Important driver updates with security fixes and patches for other serious bugs will still be marked “automatic” and will be installed automatically by Windows Update.
All Automatic Driver Updates Will Get Slow Launch
Microsoft’s announcement said that all of its partners will now be able to mark hardware driver updates as “automatic.” At first, that sounds a bit questionable – do we really need more automatic hardware driver updates?
However, it looks like Microsoft will do more testing for this driver. When the new driver version is marked as “automatic,” it will slowly launch to a Windows 10 PC with a “slowdown,” such as a major update for Windows 10. Only a few PC users get the update initially. Microsoft can automatically detect problems and stop launching. Windows Update doesn’t just automatically offer driver updates to all PCs.
Microsoft Kevin Tremblay explains how this should make driver updates less buggy in comments in the Microsoft Technology Community:
All drivers published as automatic are subject to driver flighting, and gradual rollout. During these periods we are reviewing telemetry around the performance of the driver, and it’s effects on overall system health. We catch a lot of driver issues this way before they hit the Windows user base writ large. From an end user perspective we believe this will result in higher quality drivers (stable, performant) being delivered, and a better ability to stay current.
It is unclear how many hardware drivers went through this gradual process before the February 2020 change. However, that was certainly not all. An article published in 2019 on the Microsoft Hardware Development Center portal for hardware manufacturers said “Finally, all drivers submitted to Windows Update will go through a staged rollout.” It shows that some driver updates are immediately pushed to all applicable devices without a gradual launch process.
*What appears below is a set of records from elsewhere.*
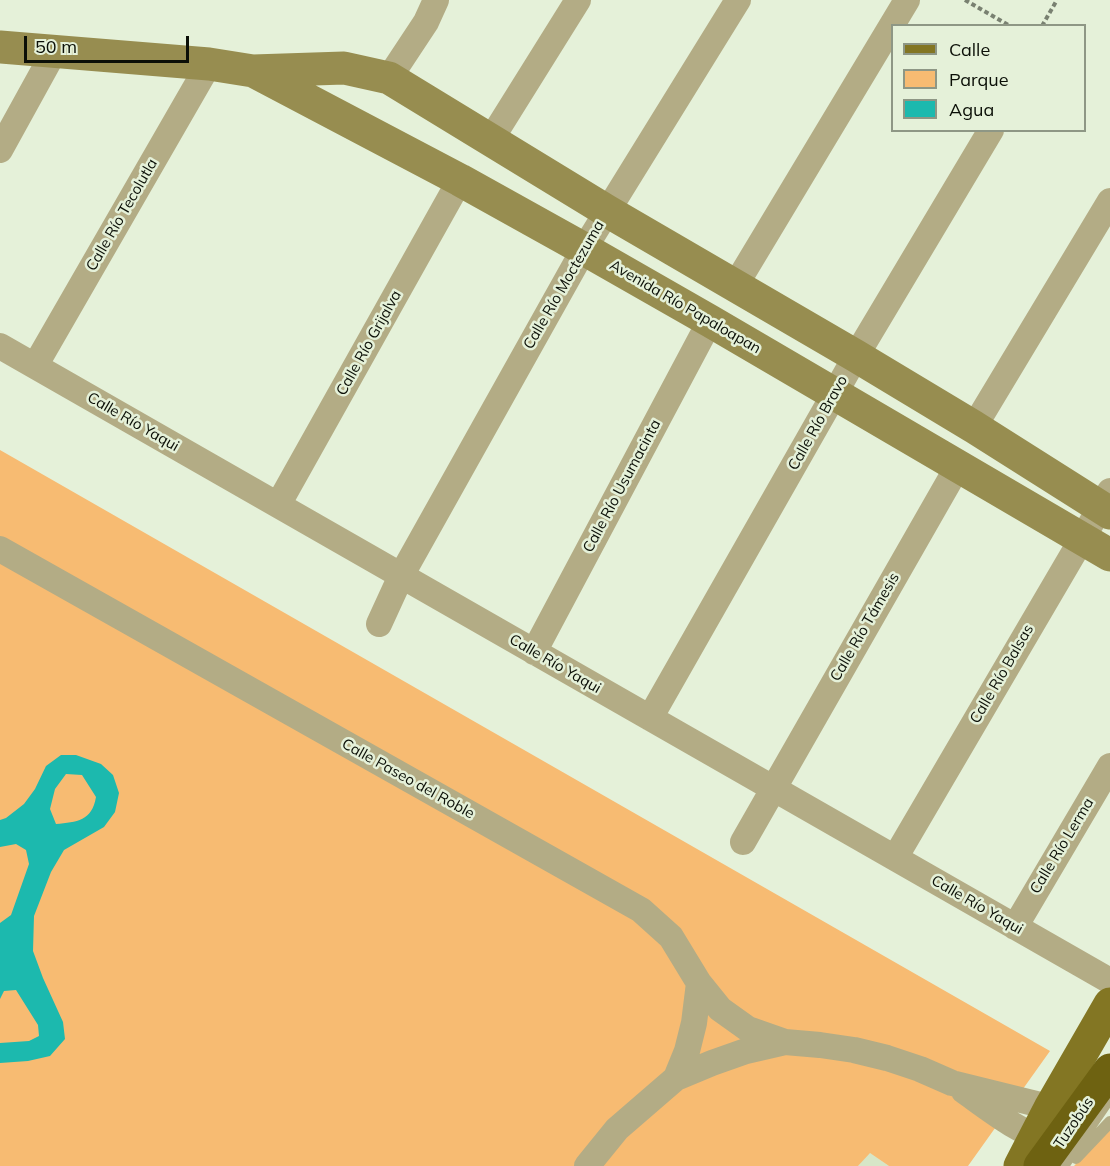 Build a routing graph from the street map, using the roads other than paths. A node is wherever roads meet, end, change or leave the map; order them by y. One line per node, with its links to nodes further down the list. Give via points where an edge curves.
1 (435, 0): 11 (street, via 426,22)
2 (578, 0): 13 (street)
3 (738, 0): 17 (street, Calle Río Moctezuma)
4 (907, 0): 5 (street)
5 (893, 24)
6 (891, 27): 19 (street)
7 (0, 47): 8 (street, Avenida Río Papaloapan)
8 (54, 52): 9 (street, Avenida Río Papaloapan); 14 (street)
9 (209, 64): 10 (street, Avenida Río Papaloapan); 23 (street, Calle Río Tecolutla)
10 (253, 71): 11 (street, Avenida Río Papaloapan, via 344,68); 15 (street, Avenida Río Papaloapan)
11 (389, 78): 13 (street, Avenida Río Papaloapan)
12 (990, 132): 22 (street, Calle Río Bravo)
13 (490, 141): 17 (street, Avenida Río Papaloapan)
14 (0, 150)
15 (460, 180): 18 (street, Avenida Río Papaloapan); 28 (street, Calle Río Grijalva)
16 (1110, 201): 25 (street)
17 (606, 211): 18 (street, Calle Río Moctezuma); 19 (street, Avenida Río Papaloapan)
18 (584, 249): 20 (street, Avenida Río Papaloapan); 32 (street, Calle Río Moctezuma)
19 (735, 286): 22 (street, Avenida Río Papaloapan)
20 (710, 321): 24 (street, Avenida Río Papaloapan); 34 (street, Calle Río Usumacinta)
21 (0, 346): 23 (street, Calle Río Yaqui)
22 (856, 356): 24 (street, Calle Río Bravo); 25 (street, Avenida Río Papaloapan)
23 (35, 366): 28 (street, Calle Río Yaqui)
24 (835, 394): 26 (street, Avenida Río Papaloapan); 35 (street, Calle Río Bravo)
25 (974, 427): 27 (street, Avenida Río Papaloapan)
26 (958, 466): 29 (street, Avenida Río Papaloapan); 37 (street, Calle Río Támesis)
27 (1107, 504): 29 (street, Calle Río Balsas)
28 (278, 506): 32 (street, Calle Río Yaqui)
29 (1082, 538): 31 (street, Avenida Río Papaloapan); 39 (street, Calle Río Balsas)
30 (0, 549): 42 (street, Calle Paseo del Roble, via 641,910 671,937)
31 (1110, 555)
32 (401, 576): 33 (street, Calle Río Moctezuma); 34 (street, Calle Río Yaqui)
33 (379, 624)
34 (534, 652): 35 (street, Calle Río Yaqui)
35 (650, 718): 37 (street, Calle Río Yaqui)
36 (1110, 766): 40 (street, Calle Río Lerma)
37 (772, 788): 38 (street, Calle Río Támesis); 39 (street, Calle Río Yaqui)
38 (742, 842)
39 (896, 858): 40 (street, Calle Río Yaqui)
40 (1015, 927): 41 (street, Calle Río Yaqui)
41 (1110, 981)
42 (699, 983): 44 (street, Calle Paseo del Roble, via 720,1009 748,1029); 46 (street, via 694,1023)
43 (1110, 1004): 49 (main road)
44 (785, 1042): 46 (street, via 746,1051); 49 (street, via 854,1050 920,1069 952,1083)
45 (1110, 1070): 49 (highway)
46 (676, 1078): 50 (street, via 617,1129)
47 (1110, 1097): 49 (lane, Tuzobús)
48 (1110, 1122): 49 (lane)
49 (1055, 1144): 51 (main road)
50 (587, 1166)
51 (1020, 1166) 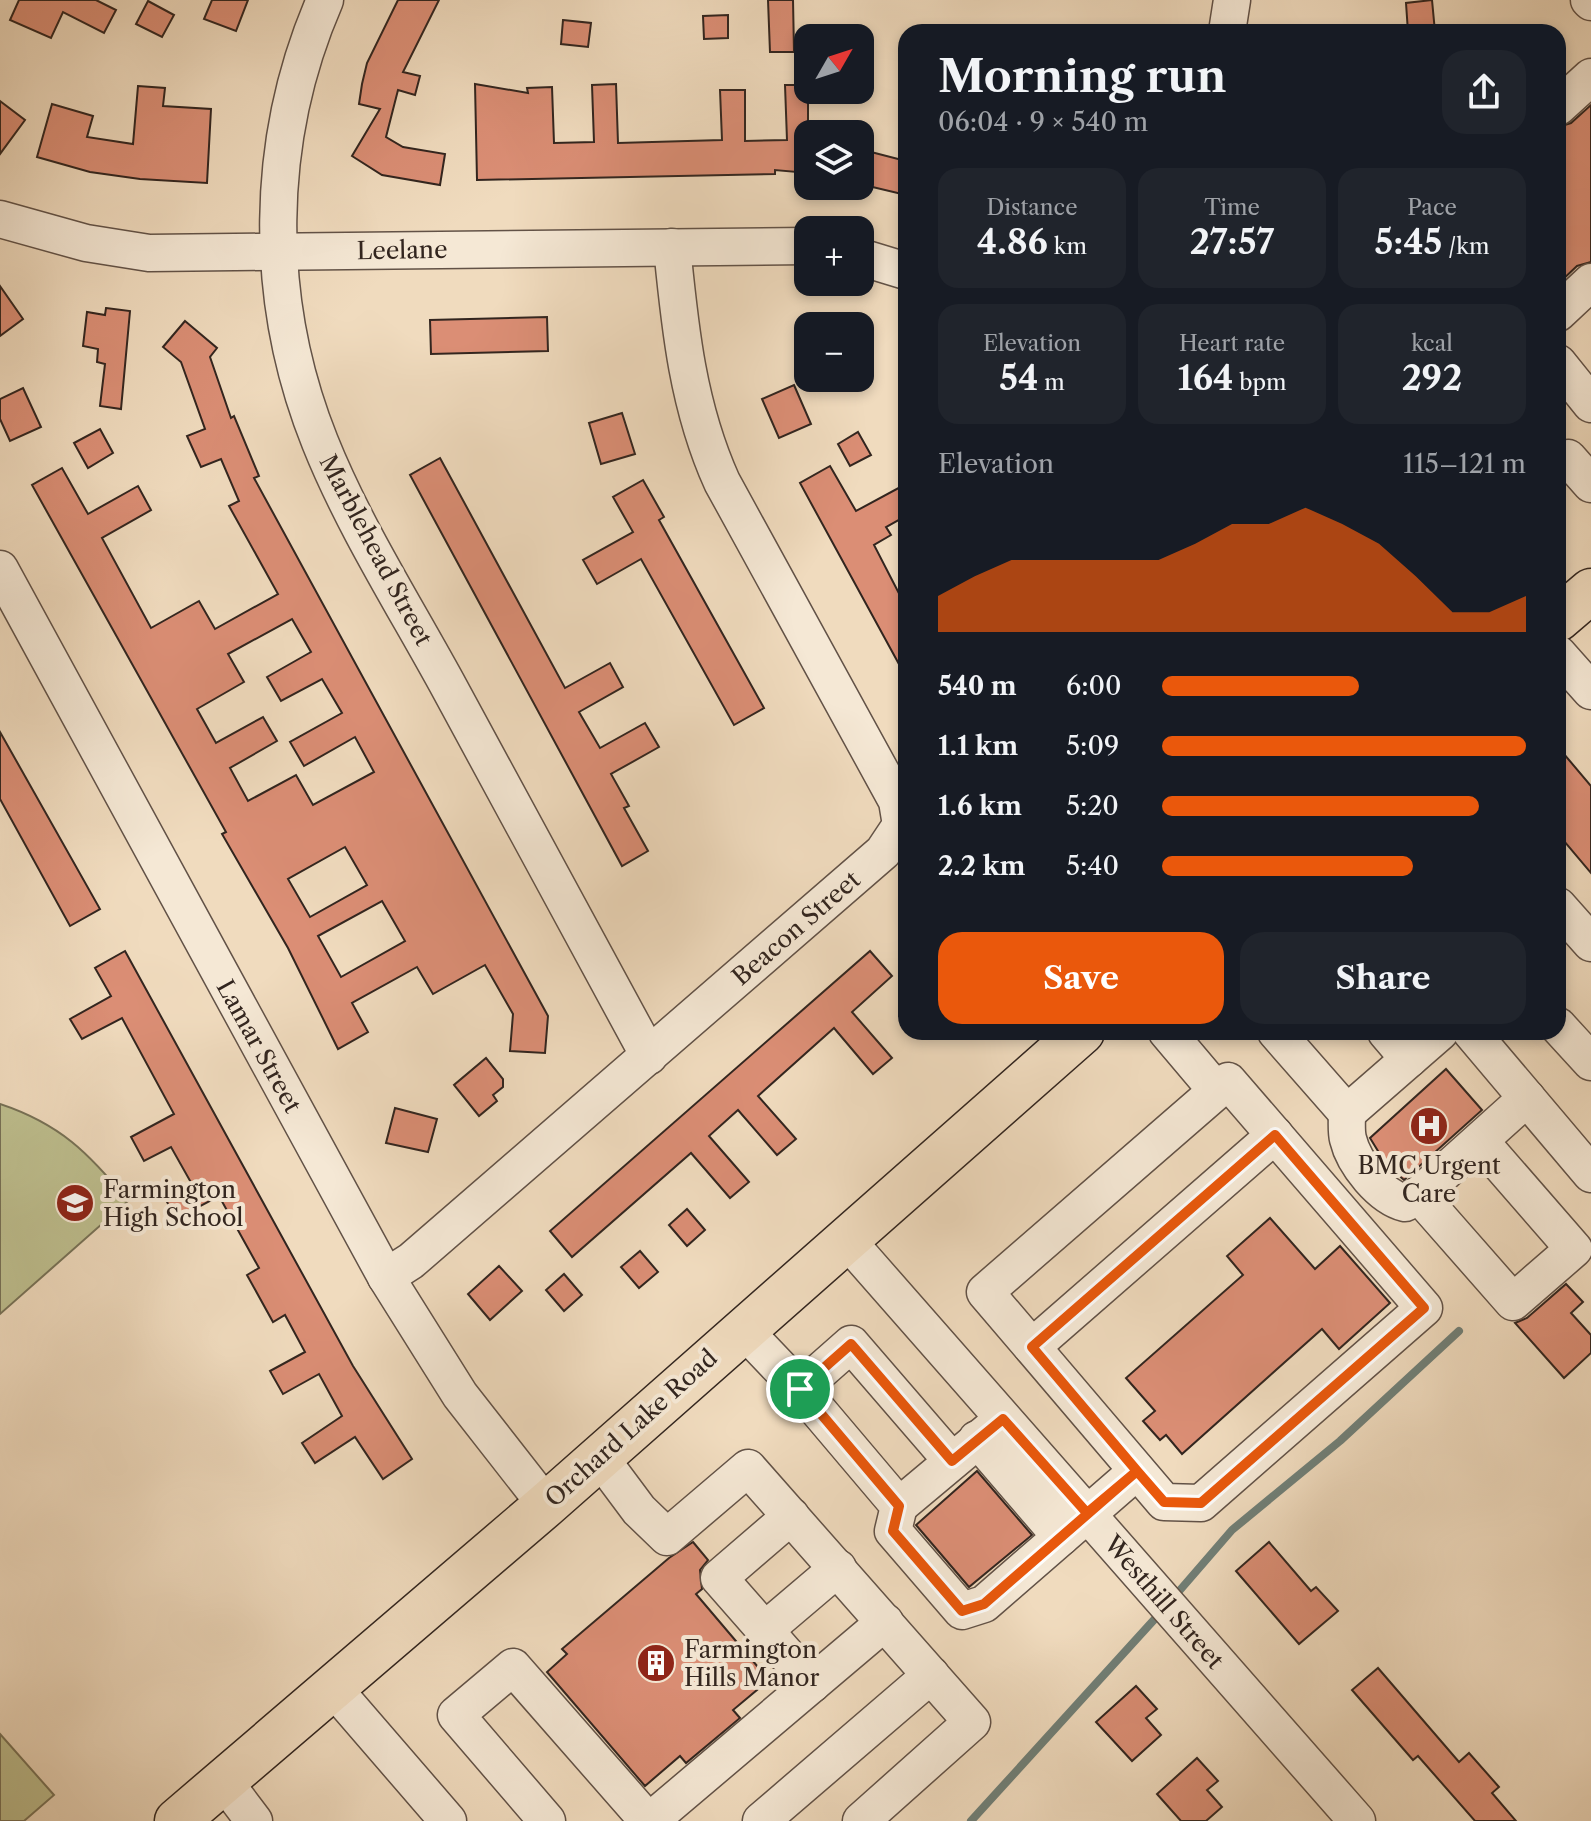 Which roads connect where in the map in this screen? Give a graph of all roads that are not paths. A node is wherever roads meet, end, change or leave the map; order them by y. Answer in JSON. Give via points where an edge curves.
{"nodes":[{"id":1,"x":325,"y":0,"type":"edge"},
{"id":2,"x":1232,"y":0,"type":"edge"},
{"id":3,"x":1228,"y":24,"type":"edge"},
{"id":4,"x":1591,"y":77,"type":"edge"},
{"id":5,"x":1566,"y":100,"type":"edge"},
{"id":6,"x":0,"y":219,"type":"edge"},
{"id":7,"x":794,"y":246,"type":"edge"},
{"id":8,"x":672,"y":247,"type":"junction"},
{"id":9,"x":278,"y":251,"type":"junction"},
{"id":10,"x":874,"y":261,"type":"edge"},
{"id":11,"x":898,"y":269,"type":"edge"},
{"id":12,"x":1591,"y":282,"type":"edge"},
{"id":13,"x":1566,"y":305,"type":"edge"},
{"id":14,"x":1566,"y":373,"type":"edge"},
{"id":15,"x":1591,"y":404,"type":"edge"},
{"id":16,"x":0,"y":569,"type":"edge"},
{"id":17,"x":1591,"y":591,"type":"edge"},
{"id":18,"x":1566,"y":612,"type":"edge"},
{"id":19,"x":1566,"y":663,"type":"edge"},
{"id":20,"x":1591,"y":691,"type":"edge"},
{"id":21,"x":898,"y":807,"type":"edge"},
{"id":22,"x":898,"y":830,"type":"edge"},
{"id":23,"x":1566,"y":915,"type":"edge"},
{"id":24,"x":1591,"y":943,"type":"edge"},
{"id":25,"x":1566,"y":1035,"type":"edge"},
{"id":26,"x":1073,"y":1040,"type":"edge"},
{"id":27,"x":1174,"y":1040,"type":"edge"},
{"id":28,"x":1283,"y":1040,"type":"edge"},
{"id":29,"x":1478,"y":1040,"type":"edge"},
{"id":30,"x":1398,"y":1045,"type":"edge"},
{"id":31,"x":649,"y":1056,"type":"junction"},
{"id":32,"x":1591,"y":1062,"type":"edge"},
{"id":33,"x":1216,"y":1090,"type":"junction"},
{"id":34,"x":1527,"y":1098,"type":"junction"},
{"id":35,"x":1347,"y":1113,"type":"junction"},
{"id":36,"x":1275,"y":1135,"type":"junction"},
{"id":37,"x":1480,"y":1141,"type":"junction"},
{"id":38,"x":1591,"y":1174,"type":"edge"},
{"id":39,"x":1419,"y":1195,"type":"junction"},
{"id":40,"x":845,"y":1238,"type":"junction"},
{"id":41,"x":386,"y":1277,"type":"junction"},
{"id":42,"x":742,"y":1328,"type":"junction"},
{"id":43,"x":1032,"y":1347,"type":"junction"},
{"id":44,"x":800,"y":1389,"type":"junction"},
{"id":45,"x":977,"y":1440,"type":"junction"},
{"id":46,"x":598,"y":1455,"type":"junction"},
{"id":47,"x":1137,"y":1471,"type":"junction"},
{"id":48,"x":546,"y":1505,"type":"junction"},
{"id":49,"x":899,"y":1506,"type":"junction"},
{"id":50,"x":791,"y":1516,"type":"junction"},
{"id":51,"x":1074,"y":1525,"type":"junction"},
{"id":52,"x":838,"y":1568,"type":"junction"},
{"id":53,"x":885,"y":1622,"type":"junction"},
{"id":54,"x":765,"y":1630,"type":"junction"},
{"id":55,"x":931,"y":1675,"type":"junction"},
{"id":56,"x":812,"y":1684,"type":"junction"},
{"id":57,"x":334,"y":1689,"type":"junction"},
{"id":58,"x":223,"y":1780,"type":"junction"},
{"id":59,"x":177,"y":1821,"type":"edge"},
{"id":60,"x":254,"y":1821,"type":"edge"},
{"id":61,"x":448,"y":1821,"type":"edge"},
{"id":62,"x":547,"y":1821,"type":"edge"},
{"id":63,"x":649,"y":1821,"type":"edge"},
{"id":64,"x":761,"y":1821,"type":"edge"},
{"id":65,"x":861,"y":1821,"type":"edge"},
{"id":66,"x":1357,"y":1821,"type":"edge"}],
"edges":[{"from":1,"to":9,"type":"street","name":"Marblehead Street","via":[[287,124],[277,203]]},
{"from":2,"to":3,"type":"street"},
{"from":4,"to":5,"type":"street"},
{"from":6,"to":9,"type":"street","name":"Leelane","via":[[86,243],[149,253]]},
{"from":7,"to":8,"type":"street","name":"Leelane"},
{"from":8,"to":9,"type":"street","name":"Leelane"},
{"from":8,"to":21,"type":"street","name":"Beacon Street","via":[[689,383],[705,445]]},
{"from":9,"to":31,"type":"street","name":"Marblehead Street","via":[[289,344],[321,445]]},
{"from":10,"to":11,"type":"street"},
{"from":12,"to":13,"type":"street"},
{"from":14,"to":15,"type":"street"},
{"from":16,"to":41,"type":"street","name":"Lamar Street"},
{"from":17,"to":18,"type":"main road"},
{"from":19,"to":20,"type":"street"},
{"from":22,"to":31,"type":"street","name":"Beacon Street","via":[[883,852]]},
{"from":23,"to":24,"type":"street"},
{"from":25,"to":32,"type":"street"},
{"from":26,"to":40,"type":"main road","name":"Orchard Lake Road"},
{"from":27,"to":33,"type":"street"},
{"from":28,"to":35,"type":"street"},
{"from":29,"to":34,"type":"street"},
{"from":30,"to":35,"type":"street"},
{"from":31,"to":41,"type":"street","name":"Beacon Street"},
{"from":33,"to":36,"type":"street","via":[[1228,1081]]},
{"from":33,"to":43,"type":"street","via":[[985,1292]]},
{"from":34,"to":37,"type":"street"},
{"from":34,"to":38,"type":"street"},
{"from":35,"to":39,"type":"street","via":[[1347,1138],[1359,1163],[1391,1199],[1405,1203]]},
{"from":36,"to":43,"type":"street"},
{"from":36,"to":47,"type":"street","via":[[1424,1308],[1201,1503],[1164,1502]]},
{"from":37,"to":39,"type":"street"},
{"from":37,"to":39,"type":"street","via":[[1574,1249],[1513,1302]]},
{"from":40,"to":42,"type":"main road","name":"Orchard Lake Road"},
{"from":40,"to":45,"type":"street","name":"Westhill Street"},
{"from":41,"to":48,"type":"street","name":"Lamar Street","via":[[460,1395]]},
{"from":42,"to":44,"type":"street"},
{"from":42,"to":46,"type":"main road","name":"Orchard Lake Road"},
{"from":43,"to":47,"type":"street"},
{"from":44,"to":45,"type":"street","via":[[851,1344]]},
{"from":44,"to":49,"type":"street"},
{"from":45,"to":49,"type":"street"},
{"from":45,"to":51,"type":"street","name":"Westhill Street"},
{"from":46,"to":48,"type":"main road","name":"Orchard Lake Road"},
{"from":46,"to":50,"type":"street","via":[[639,1510],[667,1537],[748,1468]]},
{"from":47,"to":51,"type":"street"},
{"from":48,"to":57,"type":"main road","name":"Orchard Lake Road"},
{"from":49,"to":51,"type":"street","via":[[893,1531],[962,1611],[984,1604]]},
{"from":50,"to":52,"type":"street"},
{"from":50,"to":54,"type":"street","via":[[719,1578]]},
{"from":51,"to":66,"type":"street","name":"Westhill Street"},
{"from":52,"to":53,"type":"street"},
{"from":52,"to":54,"type":"street"},
{"from":53,"to":55,"type":"street"},
{"from":53,"to":56,"type":"street"},
{"from":54,"to":56,"type":"street"},
{"from":55,"to":64,"type":"street"},
{"from":55,"to":65,"type":"street","via":[[972,1722]]},
{"from":56,"to":63,"type":"street"},
{"from":57,"to":58,"type":"main road","name":"Orchard Lake Road"},
{"from":57,"to":61,"type":"street"},
{"from":58,"to":59,"type":"main road","name":"Orchard Lake Road"},
{"from":58,"to":60,"type":"street"},
{"from":62,"to":63,"type":"street","via":[[456,1715],[513,1667]]}]}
Microsoft Fighting the Windows 10 Bug
Microsoft is still struggling with bugs – just look at recent bugs in security updates that cause people files to disappear.
However, overall, Microsoft has made Windows 10 updates more stable. November 10, 2019 Windows Update is the best, and Microsoft is giving a 2004 update in the current long bug testing period.
Driver updates will not become bug free overnight, but requiring driver updates through a gradual testing process is a reasonable step that should improve things.